三メートルを超す巨漢であるダンゴ将軍は丸太のように太い二本の手に盾と剣を持ち、へこんだ腹部には棒状の節足が十本蠢いている。その巨体を支える足は武器を持つ腕より太く、数百キロの荷物を抱えても歩けるほどだ。
団子族の中でも選りすぐりの戦士である彼の肩や背中を守る黒い装甲は幾度も脱皮を繰り返し、その強靭性は投石機から打ち出されて地に落ちても平気なほどだ。

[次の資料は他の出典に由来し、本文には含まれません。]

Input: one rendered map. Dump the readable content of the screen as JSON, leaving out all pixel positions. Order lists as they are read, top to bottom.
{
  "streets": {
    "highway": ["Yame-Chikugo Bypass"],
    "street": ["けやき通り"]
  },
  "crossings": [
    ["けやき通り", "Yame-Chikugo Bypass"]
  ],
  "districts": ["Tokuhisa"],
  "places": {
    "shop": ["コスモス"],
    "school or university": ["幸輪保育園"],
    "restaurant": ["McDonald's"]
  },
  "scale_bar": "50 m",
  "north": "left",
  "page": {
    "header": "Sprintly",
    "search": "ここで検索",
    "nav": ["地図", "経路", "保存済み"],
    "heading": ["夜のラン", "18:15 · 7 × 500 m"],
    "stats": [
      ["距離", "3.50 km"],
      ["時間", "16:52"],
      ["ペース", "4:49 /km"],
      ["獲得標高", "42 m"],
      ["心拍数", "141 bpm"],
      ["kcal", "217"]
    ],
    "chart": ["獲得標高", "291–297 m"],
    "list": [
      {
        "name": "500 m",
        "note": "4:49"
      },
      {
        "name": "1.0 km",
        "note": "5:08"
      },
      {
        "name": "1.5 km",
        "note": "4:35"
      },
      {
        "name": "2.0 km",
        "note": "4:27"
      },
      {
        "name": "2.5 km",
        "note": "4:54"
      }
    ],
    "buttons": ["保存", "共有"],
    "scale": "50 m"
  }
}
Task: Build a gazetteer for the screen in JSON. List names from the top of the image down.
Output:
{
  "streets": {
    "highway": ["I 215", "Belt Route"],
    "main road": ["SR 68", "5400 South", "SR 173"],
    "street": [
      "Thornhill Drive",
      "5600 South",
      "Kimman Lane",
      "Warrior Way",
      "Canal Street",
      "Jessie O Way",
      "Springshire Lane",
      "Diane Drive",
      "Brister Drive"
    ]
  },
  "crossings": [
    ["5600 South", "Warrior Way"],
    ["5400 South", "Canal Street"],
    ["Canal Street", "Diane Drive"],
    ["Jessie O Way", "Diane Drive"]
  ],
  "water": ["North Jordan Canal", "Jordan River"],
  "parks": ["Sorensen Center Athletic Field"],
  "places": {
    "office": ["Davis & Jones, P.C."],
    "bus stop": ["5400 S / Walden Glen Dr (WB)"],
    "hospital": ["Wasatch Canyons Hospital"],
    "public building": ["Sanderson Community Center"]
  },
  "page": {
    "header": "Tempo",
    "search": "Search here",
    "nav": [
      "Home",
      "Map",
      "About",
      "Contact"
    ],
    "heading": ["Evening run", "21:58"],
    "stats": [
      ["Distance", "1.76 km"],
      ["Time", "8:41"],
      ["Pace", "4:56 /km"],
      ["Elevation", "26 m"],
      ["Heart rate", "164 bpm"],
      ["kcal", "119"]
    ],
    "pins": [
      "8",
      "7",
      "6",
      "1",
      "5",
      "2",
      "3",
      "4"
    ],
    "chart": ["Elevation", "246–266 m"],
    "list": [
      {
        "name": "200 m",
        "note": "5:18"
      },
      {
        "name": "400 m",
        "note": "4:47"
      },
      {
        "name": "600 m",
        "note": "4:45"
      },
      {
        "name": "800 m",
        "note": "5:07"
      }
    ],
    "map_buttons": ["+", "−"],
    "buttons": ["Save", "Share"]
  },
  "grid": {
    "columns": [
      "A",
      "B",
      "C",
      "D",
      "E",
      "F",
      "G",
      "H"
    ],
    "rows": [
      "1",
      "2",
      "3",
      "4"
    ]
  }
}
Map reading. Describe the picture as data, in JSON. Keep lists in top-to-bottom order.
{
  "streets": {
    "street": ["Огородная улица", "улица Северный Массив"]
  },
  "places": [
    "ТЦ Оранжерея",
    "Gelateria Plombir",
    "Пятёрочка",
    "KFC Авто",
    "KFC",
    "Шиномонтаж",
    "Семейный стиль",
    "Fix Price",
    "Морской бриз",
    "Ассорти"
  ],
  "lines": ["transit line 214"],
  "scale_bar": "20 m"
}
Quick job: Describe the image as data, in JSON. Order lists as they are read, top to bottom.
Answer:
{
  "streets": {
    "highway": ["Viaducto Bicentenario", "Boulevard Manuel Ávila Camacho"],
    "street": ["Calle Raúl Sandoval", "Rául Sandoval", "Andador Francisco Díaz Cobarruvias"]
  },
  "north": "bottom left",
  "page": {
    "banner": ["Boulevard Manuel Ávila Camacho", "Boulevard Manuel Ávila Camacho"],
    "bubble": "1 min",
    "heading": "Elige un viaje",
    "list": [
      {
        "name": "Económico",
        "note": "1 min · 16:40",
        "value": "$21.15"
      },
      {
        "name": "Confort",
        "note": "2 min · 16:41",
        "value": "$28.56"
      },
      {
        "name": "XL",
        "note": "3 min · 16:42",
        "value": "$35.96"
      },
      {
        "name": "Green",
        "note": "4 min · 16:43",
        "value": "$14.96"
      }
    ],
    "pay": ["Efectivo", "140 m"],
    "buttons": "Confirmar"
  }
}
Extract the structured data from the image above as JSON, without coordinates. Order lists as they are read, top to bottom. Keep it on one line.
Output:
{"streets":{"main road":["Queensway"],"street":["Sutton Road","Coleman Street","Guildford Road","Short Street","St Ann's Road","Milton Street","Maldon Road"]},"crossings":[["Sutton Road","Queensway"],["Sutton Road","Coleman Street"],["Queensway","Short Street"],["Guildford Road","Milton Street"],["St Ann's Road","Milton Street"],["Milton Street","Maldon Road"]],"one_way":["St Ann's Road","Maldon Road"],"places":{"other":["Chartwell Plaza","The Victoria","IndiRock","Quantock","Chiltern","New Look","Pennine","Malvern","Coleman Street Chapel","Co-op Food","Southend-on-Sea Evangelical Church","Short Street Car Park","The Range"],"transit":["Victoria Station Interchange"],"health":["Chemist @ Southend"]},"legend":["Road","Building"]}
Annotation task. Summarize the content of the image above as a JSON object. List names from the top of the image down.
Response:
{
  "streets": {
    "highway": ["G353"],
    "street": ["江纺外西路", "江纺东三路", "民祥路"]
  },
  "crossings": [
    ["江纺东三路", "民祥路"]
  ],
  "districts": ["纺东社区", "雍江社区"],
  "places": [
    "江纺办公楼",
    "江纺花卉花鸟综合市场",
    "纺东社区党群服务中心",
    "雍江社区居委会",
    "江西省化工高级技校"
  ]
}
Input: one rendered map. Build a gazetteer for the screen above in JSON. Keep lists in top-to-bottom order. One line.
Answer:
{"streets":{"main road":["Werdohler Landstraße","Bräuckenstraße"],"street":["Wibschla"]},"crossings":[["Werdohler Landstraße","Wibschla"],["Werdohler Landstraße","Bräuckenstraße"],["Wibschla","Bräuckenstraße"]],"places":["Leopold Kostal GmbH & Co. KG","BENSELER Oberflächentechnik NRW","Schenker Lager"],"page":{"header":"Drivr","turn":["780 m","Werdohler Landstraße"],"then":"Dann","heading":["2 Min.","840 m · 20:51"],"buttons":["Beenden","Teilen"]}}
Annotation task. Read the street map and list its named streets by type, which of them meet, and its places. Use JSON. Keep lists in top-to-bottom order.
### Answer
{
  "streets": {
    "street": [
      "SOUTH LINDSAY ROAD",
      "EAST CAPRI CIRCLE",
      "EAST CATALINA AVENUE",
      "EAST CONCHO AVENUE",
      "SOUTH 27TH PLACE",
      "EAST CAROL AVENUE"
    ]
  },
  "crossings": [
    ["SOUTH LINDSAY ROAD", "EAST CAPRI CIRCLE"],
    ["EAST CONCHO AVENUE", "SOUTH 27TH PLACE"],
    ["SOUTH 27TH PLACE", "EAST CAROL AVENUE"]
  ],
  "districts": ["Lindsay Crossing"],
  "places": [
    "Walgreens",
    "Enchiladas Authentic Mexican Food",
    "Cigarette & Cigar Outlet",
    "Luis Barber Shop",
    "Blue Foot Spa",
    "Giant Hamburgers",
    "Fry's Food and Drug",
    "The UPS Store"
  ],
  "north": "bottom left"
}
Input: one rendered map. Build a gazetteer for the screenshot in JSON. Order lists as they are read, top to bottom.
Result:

そんな彼はまだ魔法や化学兵器が流入していない現在のガーランド大陸においては無類の強さを誇り、現状で勝てるのは戦争面で有利な特性を持つ王くらいだ。内政面にも特性を持つ彩葉が敵う相手ではない。
「アイゾリュート」
「!!」
だがそんな能力差をダンゴ将軍も理解しているからこそ、武器を装備した今も自身から手を出すことに躊躇していた。その躊躇を排除するように聖剣を光らせると、彼は先ほどと同様に距離を詰めてきた。
アイゾリュートは名もない雑兵を消し飛ばすスキルであるが、名称のついた相手にはほぼ機能しない。他の大陸から迫害されながらも各地を転々とし生き残ってきた虫人は、適当に徴兵された奴隷とは格が違うので恐らく消えるのは僅かだろう。
だが数千のキルサ兵を消したその光が同志に向けられることは見過ごせないダンゴ将軍は、明確にその聖剣を彼の手から弾き飛ばそうとその巨椀を振るった。
彩葉の目では捉えることすら困難な一振り。だが聖剣の自動迎撃システムにより彼の身はしなやかに動き、その横振りを受け流した。
完全に攻撃を受け流されたダンゴ将軍はたたらを踏んだが、そこに追撃が加わることはなかった。勝手に動いた腕を不思議そうに見つめていた彩葉は、もう終わりかと言わんばかりに首を傾げた。
それから触角を機敏に駆動させたダンゴ将軍の猛攻が始まったが、彩葉は聖剣によって動かされる身体の感覚に身を委ねた。
幾多もの剣戟が重なり森中に似合わぬ音が響く。彩葉は水のような足運びでその剣を避けては受け流し、ダンゴ将軍は雷を落とすように地面を踏み込む。
人間と虫人という身体スペックの違いもあり、圧倒しているのは誰が見てもダンゴ将軍だった。だが彩葉はその聖剣を弾かれることもなければ、有効打を与えられている様子もない。
人間が団子族に真正面から武力で勝つことなど有り得ない。だからこそ人間は知恵を持って虫人を下す。少数の獣を大人数で夜通し追い回し、食事も睡眠も取れず弱ったところを仕留めるように。
「ぬぅ……!」
だがダンゴ将軍は万全の状態で聖剣を弾こうとしているにもかかわらず、人の手からそれが落ちることはない。イロハ王は団子族の得意な複数の節足を駆使した接近戦には持ち込ませず、その剛腕から繰り出される剣撃も聖剣を巧みに扱い受け流し続けている。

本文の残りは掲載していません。